(Problem to work on) Return the data below exactly, but only from the line containing "index tip: (449, 254)" through the line containing "ring pip: (709, 215)", with both of those lines included.

(Extracted records)

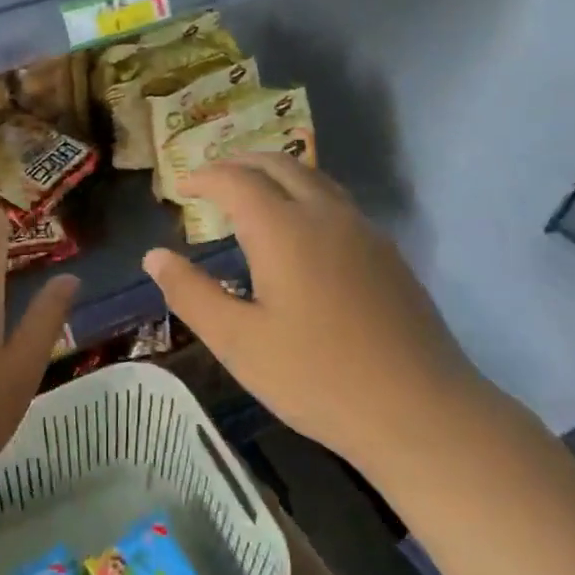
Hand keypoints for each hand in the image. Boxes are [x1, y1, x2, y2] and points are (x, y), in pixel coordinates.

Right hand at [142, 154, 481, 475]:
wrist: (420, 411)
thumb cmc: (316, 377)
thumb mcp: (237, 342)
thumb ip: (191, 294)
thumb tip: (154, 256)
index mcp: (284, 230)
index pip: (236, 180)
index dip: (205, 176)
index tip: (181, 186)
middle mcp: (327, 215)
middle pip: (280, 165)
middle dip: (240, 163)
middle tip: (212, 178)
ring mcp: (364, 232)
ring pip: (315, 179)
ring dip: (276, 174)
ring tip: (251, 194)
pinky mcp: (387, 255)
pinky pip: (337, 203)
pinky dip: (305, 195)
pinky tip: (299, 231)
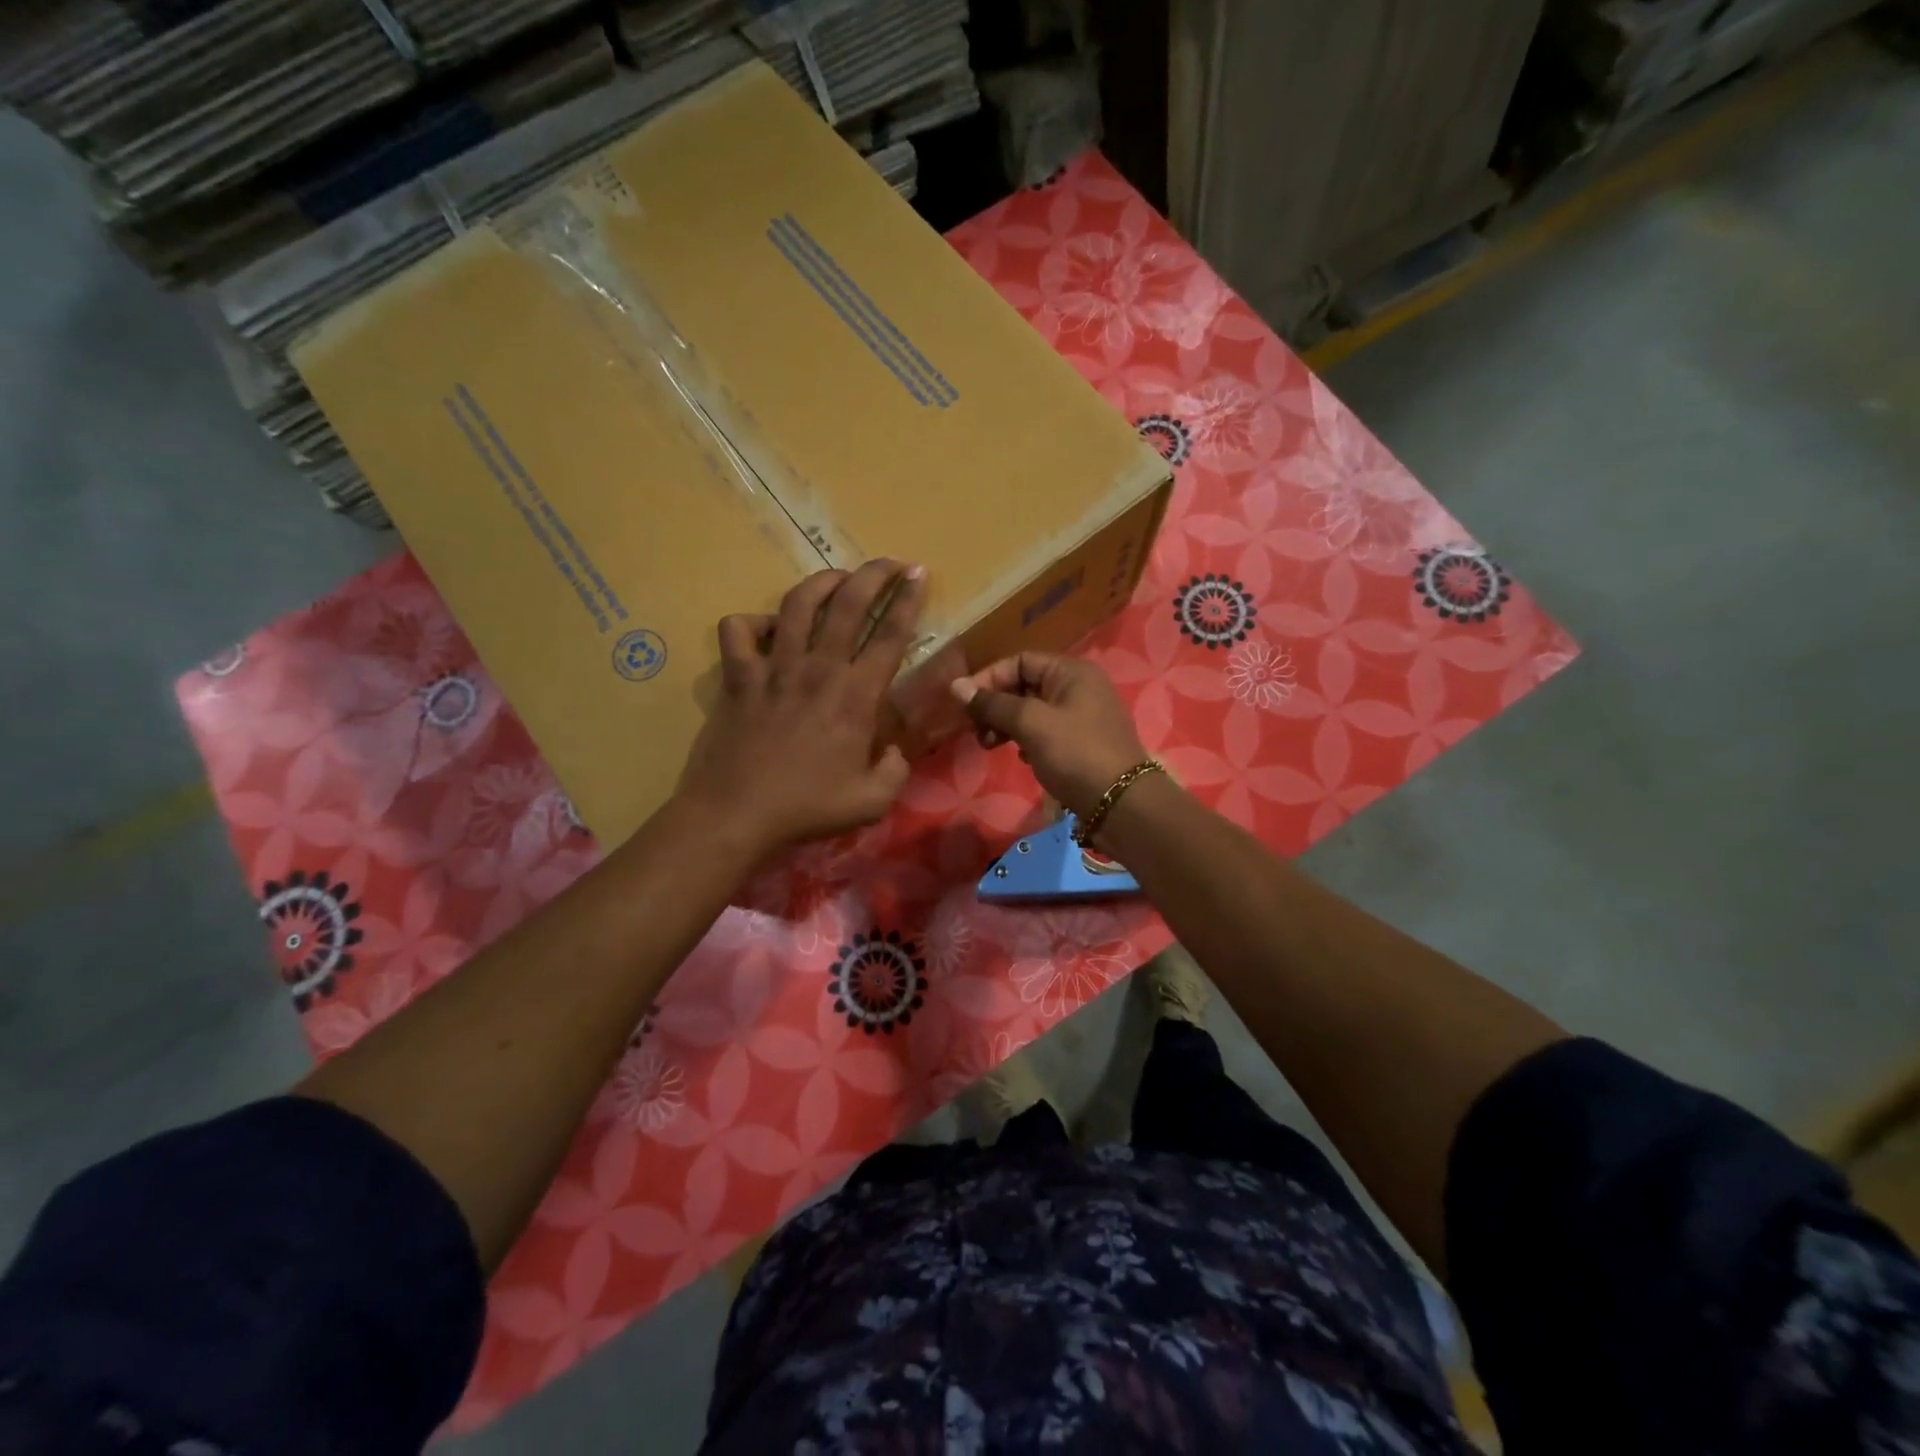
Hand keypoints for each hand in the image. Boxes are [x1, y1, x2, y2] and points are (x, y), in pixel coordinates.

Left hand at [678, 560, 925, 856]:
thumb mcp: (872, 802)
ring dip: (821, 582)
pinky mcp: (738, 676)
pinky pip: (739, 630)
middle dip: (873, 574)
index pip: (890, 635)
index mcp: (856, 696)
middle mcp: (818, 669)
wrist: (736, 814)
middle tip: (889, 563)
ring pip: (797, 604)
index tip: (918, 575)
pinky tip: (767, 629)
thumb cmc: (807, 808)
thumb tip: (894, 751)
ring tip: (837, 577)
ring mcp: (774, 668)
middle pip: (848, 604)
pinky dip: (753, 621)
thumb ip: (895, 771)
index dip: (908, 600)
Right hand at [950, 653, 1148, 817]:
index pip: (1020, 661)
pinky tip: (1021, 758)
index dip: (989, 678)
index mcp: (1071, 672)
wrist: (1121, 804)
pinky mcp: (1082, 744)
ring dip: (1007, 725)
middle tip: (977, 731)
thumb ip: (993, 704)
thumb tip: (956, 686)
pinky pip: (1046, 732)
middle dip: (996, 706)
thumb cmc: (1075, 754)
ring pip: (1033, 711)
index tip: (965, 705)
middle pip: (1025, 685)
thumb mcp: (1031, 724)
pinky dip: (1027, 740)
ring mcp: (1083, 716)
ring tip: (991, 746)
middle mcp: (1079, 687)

(End Extracted records)
(Extracted records)

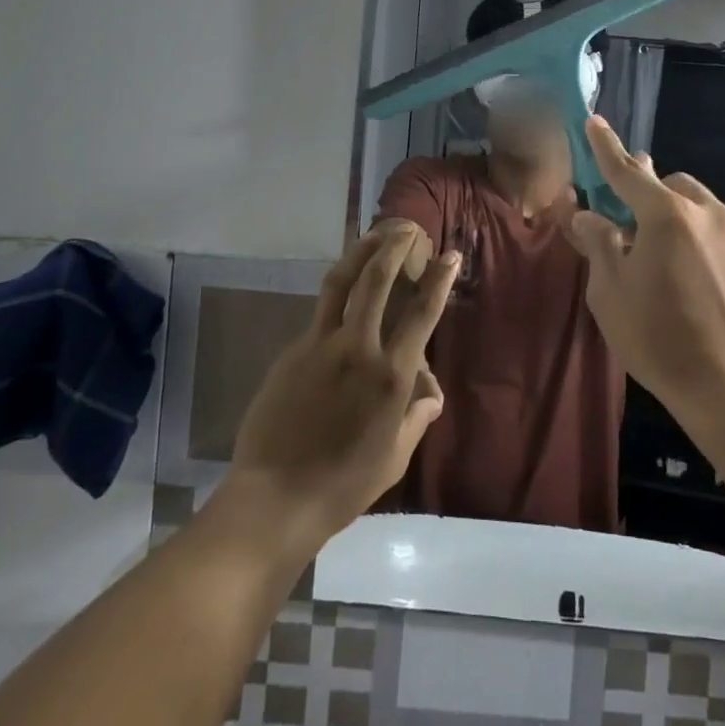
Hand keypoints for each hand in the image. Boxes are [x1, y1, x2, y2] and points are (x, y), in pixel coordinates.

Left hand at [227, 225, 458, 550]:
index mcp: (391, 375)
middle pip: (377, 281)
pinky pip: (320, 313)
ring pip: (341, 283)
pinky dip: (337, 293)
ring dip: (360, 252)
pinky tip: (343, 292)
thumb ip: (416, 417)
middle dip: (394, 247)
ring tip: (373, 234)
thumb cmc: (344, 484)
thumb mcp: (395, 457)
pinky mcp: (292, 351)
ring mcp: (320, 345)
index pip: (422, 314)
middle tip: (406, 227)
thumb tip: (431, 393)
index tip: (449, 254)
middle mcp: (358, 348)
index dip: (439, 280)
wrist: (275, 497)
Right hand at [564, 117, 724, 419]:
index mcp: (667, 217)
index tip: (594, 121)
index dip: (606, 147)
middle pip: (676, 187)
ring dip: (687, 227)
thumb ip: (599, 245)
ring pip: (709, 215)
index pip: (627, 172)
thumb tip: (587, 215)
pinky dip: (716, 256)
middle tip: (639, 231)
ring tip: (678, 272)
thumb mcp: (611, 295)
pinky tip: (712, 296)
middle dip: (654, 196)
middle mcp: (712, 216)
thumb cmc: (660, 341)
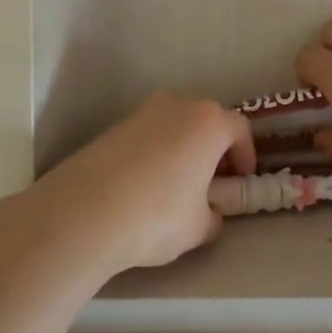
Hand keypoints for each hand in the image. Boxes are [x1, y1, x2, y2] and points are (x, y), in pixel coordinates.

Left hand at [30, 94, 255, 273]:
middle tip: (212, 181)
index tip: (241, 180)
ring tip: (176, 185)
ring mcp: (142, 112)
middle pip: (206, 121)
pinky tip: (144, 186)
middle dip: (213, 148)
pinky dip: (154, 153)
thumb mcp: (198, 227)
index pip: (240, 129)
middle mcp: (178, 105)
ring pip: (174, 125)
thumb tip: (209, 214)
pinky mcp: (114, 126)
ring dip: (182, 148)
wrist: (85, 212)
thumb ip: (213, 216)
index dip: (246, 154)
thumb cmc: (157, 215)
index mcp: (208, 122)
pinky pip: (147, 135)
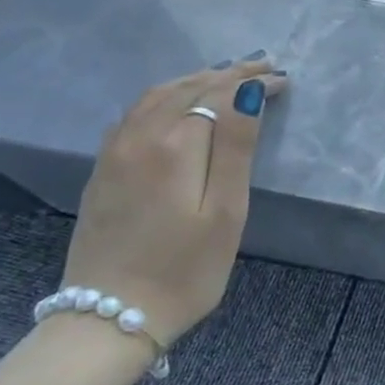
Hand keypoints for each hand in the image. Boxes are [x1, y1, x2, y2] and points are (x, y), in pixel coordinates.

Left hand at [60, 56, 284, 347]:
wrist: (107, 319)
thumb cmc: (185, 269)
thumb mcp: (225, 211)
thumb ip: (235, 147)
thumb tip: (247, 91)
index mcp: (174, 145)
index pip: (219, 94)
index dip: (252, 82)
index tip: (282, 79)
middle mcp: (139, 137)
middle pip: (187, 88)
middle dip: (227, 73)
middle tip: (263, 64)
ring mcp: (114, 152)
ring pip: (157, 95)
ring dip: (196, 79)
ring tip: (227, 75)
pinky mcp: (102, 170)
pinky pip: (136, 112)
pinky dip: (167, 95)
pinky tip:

(End Extracted records)

(Exercise output)
index tip: (449, 254)
middle mcp: (358, 348)
index dip: (439, 280)
wrist: (275, 497)
Right hand at [564, 117, 724, 419]:
index mcp: (667, 217)
index tip: (594, 121)
index dip: (606, 147)
middle pip: (676, 187)
ring dip: (687, 227)
thumb ip: (599, 245)
ring pip: (709, 215)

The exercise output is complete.